How to complete this task: Retype the listing in full. Change nothing.

Task inputs:
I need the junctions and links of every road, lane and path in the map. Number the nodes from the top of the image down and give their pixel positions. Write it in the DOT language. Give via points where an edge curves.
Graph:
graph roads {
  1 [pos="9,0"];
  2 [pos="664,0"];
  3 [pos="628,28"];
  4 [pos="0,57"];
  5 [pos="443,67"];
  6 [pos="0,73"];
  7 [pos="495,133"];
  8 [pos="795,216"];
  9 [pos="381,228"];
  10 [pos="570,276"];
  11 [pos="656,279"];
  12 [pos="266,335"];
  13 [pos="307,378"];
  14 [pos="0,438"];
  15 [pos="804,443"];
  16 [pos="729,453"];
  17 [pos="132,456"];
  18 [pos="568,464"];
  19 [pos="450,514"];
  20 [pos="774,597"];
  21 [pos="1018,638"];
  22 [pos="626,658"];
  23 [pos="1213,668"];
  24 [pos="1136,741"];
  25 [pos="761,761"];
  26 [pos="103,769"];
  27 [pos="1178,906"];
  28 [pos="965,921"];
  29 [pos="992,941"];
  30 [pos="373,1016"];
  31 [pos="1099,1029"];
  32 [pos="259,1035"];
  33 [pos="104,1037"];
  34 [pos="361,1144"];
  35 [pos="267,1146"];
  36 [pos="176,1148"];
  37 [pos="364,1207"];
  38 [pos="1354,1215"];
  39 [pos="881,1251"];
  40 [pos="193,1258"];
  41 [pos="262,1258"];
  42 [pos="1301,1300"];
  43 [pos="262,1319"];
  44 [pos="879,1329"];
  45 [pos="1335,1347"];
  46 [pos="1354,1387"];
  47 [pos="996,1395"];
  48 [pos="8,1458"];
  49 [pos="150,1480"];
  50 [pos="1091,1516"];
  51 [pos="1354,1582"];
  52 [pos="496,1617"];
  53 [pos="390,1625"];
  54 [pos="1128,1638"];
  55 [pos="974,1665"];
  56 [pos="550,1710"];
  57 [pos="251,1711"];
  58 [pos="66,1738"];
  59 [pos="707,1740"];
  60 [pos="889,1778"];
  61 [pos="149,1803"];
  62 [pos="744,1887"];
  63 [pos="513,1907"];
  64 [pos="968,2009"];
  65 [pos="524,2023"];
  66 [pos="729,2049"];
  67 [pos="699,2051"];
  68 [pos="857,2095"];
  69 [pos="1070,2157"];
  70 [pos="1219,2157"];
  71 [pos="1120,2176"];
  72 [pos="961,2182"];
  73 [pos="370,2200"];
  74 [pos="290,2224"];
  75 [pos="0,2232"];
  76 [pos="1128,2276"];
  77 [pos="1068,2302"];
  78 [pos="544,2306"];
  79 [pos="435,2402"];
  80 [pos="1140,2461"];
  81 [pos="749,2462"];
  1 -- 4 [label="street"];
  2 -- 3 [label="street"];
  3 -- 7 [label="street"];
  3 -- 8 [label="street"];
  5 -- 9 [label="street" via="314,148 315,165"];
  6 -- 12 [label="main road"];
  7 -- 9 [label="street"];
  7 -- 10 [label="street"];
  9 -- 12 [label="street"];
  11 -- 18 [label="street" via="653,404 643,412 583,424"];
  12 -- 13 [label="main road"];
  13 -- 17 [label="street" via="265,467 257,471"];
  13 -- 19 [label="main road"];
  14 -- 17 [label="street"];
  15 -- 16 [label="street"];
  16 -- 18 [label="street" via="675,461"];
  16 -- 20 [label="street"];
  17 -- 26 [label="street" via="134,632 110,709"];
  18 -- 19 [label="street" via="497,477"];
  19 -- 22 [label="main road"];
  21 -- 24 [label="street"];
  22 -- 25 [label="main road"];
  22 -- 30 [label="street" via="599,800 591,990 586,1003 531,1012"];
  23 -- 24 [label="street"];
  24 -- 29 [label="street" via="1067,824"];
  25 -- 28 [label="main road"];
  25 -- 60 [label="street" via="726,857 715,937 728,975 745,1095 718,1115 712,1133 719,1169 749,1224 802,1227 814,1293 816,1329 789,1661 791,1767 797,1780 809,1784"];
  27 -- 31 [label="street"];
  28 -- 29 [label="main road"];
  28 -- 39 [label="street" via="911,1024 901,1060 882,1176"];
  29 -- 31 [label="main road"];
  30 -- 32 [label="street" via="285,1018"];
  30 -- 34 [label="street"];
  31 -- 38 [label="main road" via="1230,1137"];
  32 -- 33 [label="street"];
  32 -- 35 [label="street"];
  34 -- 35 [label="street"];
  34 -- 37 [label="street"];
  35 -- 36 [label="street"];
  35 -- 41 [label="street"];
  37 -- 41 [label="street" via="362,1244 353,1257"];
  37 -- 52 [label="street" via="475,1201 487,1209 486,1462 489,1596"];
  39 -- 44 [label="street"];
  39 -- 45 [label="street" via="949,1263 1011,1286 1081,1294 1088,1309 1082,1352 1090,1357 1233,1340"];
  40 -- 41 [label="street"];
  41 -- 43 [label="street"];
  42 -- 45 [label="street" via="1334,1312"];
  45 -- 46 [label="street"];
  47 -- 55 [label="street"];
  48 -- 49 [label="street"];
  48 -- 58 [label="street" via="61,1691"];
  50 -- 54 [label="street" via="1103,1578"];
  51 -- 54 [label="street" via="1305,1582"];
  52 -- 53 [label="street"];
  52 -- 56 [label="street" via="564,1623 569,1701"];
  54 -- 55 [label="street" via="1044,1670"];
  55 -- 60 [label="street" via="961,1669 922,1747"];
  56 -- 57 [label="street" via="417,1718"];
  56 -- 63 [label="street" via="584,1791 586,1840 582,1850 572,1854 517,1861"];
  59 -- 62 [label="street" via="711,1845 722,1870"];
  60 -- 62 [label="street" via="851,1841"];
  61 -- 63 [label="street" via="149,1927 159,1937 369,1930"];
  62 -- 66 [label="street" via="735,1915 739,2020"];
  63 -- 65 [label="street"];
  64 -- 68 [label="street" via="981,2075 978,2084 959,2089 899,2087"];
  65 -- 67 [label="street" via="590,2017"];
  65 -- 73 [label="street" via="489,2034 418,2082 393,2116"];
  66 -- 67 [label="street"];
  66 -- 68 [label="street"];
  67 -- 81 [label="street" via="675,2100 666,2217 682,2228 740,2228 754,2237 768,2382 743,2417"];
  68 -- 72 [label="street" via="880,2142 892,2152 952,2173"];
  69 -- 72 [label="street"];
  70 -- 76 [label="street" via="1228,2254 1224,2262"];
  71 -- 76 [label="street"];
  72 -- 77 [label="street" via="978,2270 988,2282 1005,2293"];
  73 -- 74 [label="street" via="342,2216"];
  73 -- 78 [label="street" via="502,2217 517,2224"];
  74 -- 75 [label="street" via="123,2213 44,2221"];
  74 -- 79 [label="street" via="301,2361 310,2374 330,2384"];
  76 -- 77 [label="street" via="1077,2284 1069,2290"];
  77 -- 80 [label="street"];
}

Result:
I need the junctions and links of every road, lane and path in the map. Number the nodes from the top of the image down and give their pixel positions. Write it in the DOT language. Give via points where an edge curves.
Graph:
graph roads {
  1 [pos="9,0"];
  2 [pos="664,0"];
  3 [pos="628,28"];
  4 [pos="0,57"];
  5 [pos="443,67"];
  6 [pos="0,73"];
  7 [pos="495,133"];
  8 [pos="795,216"];
  9 [pos="381,228"];
  10 [pos="570,276"];
  11 [pos="656,279"];
  12 [pos="266,335"];
  13 [pos="307,378"];
  14 [pos="0,438"];
  15 [pos="804,443"];
  16 [pos="729,453"];
  17 [pos="132,456"];
  18 [pos="568,464"];
  19 [pos="450,514"];
  20 [pos="774,597"];
  21 [pos="1018,638"];
  22 [pos="626,658"];
  23 [pos="1213,668"];
  24 [pos="1136,741"];
  25 [pos="761,761"];
  26 [pos="103,769"];
  27 [pos="1178,906"];
  28 [pos="965,921"];
  29 [pos="992,941"];
  30 [pos="373,1016"];
  31 [pos="1099,1029"];
  32 [pos="259,1035"];
  33 [pos="104,1037"];
  34 [pos="361,1144"];
  35 [pos="267,1146"];
  36 [pos="176,1148"];
  37 [pos="364,1207"];
  38 [pos="1354,1215"];
  39 [pos="881,1251"];
  40 [pos="193,1258"];
  41 [pos="262,1258"];
  42 [pos="1301,1300"];
  43 [pos="262,1319"];
  44 [pos="879,1329"];
  45 [pos="1335,1347"];
  46 [pos="1354,1387"];
  47 [pos="996,1395"];
  48 [pos="8,1458"];
  49 [pos="150,1480"];
  50 [pos="1091,1516"];
  51 [pos="1354,1582"];
  52 [pos="496,1617"];
  53 [pos="390,1625"];
  54 [pos="1128,1638"];
  55 [pos="974,1665"];
  56 [pos="550,1710"];
  57 [pos="251,1711"];
  58 [pos="66,1738"];
  59 [pos="707,1740"];
  60 [pos="889,1778"];
  61 [pos="149,1803"];
  62 [pos="744,1887"];
  63 [pos="513,1907"];
  64 [pos="968,2009"];
  65 [pos="524,2023"];
  66 [pos="729,2049"];
  67 [pos="699,2051"];
  68 [pos="857,2095"];
  69 [pos="1070,2157"];
  70 [pos="1219,2157"];
  71 [pos="1120,2176"];
  72 [pos="961,2182"];
  73 [pos="370,2200"];
  74 [pos="290,2224"];
  75 [pos="0,2232"];
  76 [pos="1128,2276"];
  77 [pos="1068,2302"];
  78 [pos="544,2306"];
  79 [pos="435,2402"];
  80 [pos="1140,2461"];
  81 [pos="749,2462"];
  1 -- 4 [label="street"];
  2 -- 3 [label="street"];
  3 -- 7 [label="street"];
  3 -- 8 [label="street"];
  5 -- 9 [label="street" via="314,148 315,165"];
  6 -- 12 [label="main road"];
  7 -- 9 [label="street"];
  7 -- 10 [label="street"];
  9 -- 12 [label="street"];
  11 -- 18 [label="street" via="653,404 643,412 583,424"];
  12 -- 13 [label="main road"];
  13 -- 17 [label="street" via="265,467 257,471"];
  13 -- 19 [label="main road"];
  14 -- 17 [label="street"];
  15 -- 16 [label="street"];
  16 -- 18 [label="street" via="675,461"];
  16 -- 20 [label="street"];
  17 -- 26 [label="street" via="134,632 110,709"];
  18 -- 19 [label="street" via="497,477"];
  19 -- 22 [label="main road"];
  21 -- 24 [label="street"];
  22 -- 25 [label="main road"];
  22 -- 30 [label="street" via="599,800 591,990 586,1003 531,1012"];
  23 -- 24 [label="street"];
  24 -- 29 [label="street" via="1067,824"];
  25 -- 28 [label="main road"];
  25 -- 60 [label="street" via="726,857 715,937 728,975 745,1095 718,1115 712,1133 719,1169 749,1224 802,1227 814,1293 816,1329 789,1661 791,1767 797,1780 809,1784"];
  27 -- 31 [label="street"];
  28 -- 29 [label="main road"];
  28 -- 39 [label="street" via="911,1024 901,1060 882,1176"];
  29 -- 31 [label="main road"];
  30 -- 32 [label="street" via="285,1018"];
  30 -- 34 [label="street"];
  31 -- 38 [label="main road" via="1230,1137"];
  32 -- 33 [label="street"];
  32 -- 35 [label="street"];
  34 -- 35 [label="street"];
  34 -- 37 [label="street"];
  35 -- 36 [label="street"];
  35 -- 41 [label="street"];
  37 -- 41 [label="street" via="362,1244 353,1257"];
  37 -- 52 [label="street" via="475,1201 487,1209 486,1462 489,1596"];
  39 -- 44 [label="street"];
  39 -- 45 [label="street" via="949,1263 1011,1286 1081,1294 1088,1309 1082,1352 1090,1357 1233,1340"];
  40 -- 41 [label="street"];
  41 -- 43 [label="street"];
  42 -- 45 [label="street" via="1334,1312"];
  45 -- 46 [label="street"];
  47 -- 55 [label="street"];
  48 -- 49 [label="street"];
  48 -- 58 [label="street" via="61,1691"];
  50 -- 54 [label="street" via="1103,1578"];
  51 -- 54 [label="street" via="1305,1582"];
  52 -- 53 [label="street"];
  52 -- 56 [label="street" via="564,1623 569,1701"];
  54 -- 55 [label="street" via="1044,1670"];
  55 -- 60 [label="street" via="961,1669 922,1747"];
  56 -- 57 [label="street" via="417,1718"];
  56 -- 63 [label="street" via="584,1791 586,1840 582,1850 572,1854 517,1861"];
  59 -- 62 [label="street" via="711,1845 722,1870"];
  60 -- 62 [label="street" via="851,1841"];
  61 -- 63 [label="street" via="149,1927 159,1937 369,1930"];
  62 -- 66 [label="street" via="735,1915 739,2020"];
  63 -- 65 [label="street"];
  64 -- 68 [label="street" via="981,2075 978,2084 959,2089 899,2087"];
  65 -- 67 [label="street" via="590,2017"];
  65 -- 73 [label="street" via="489,2034 418,2082 393,2116"];
  66 -- 67 [label="street"];
  66 -- 68 [label="street"];
  67 -- 81 [label="street" via="675,2100 666,2217 682,2228 740,2228 754,2237 768,2382 743,2417"];
  68 -- 72 [label="street" via="880,2142 892,2152 952,2173"];
  69 -- 72 [label="street"];
  70 -- 76 [label="street" via="1228,2254 1224,2262"];
  71 -- 76 [label="street"];
  72 -- 77 [label="street" via="978,2270 988,2282 1005,2293"];
  73 -- 74 [label="street" via="342,2216"];
  73 -- 78 [label="street" via="502,2217 517,2224"];
  74 -- 75 [label="street" via="123,2213 44,2221"];
  74 -- 79 [label="street" via="301,2361 310,2374 330,2384"];
  76 -- 77 [label="street" via="1077,2284 1069,2290"];
  77 -- 80 [label="street"];
}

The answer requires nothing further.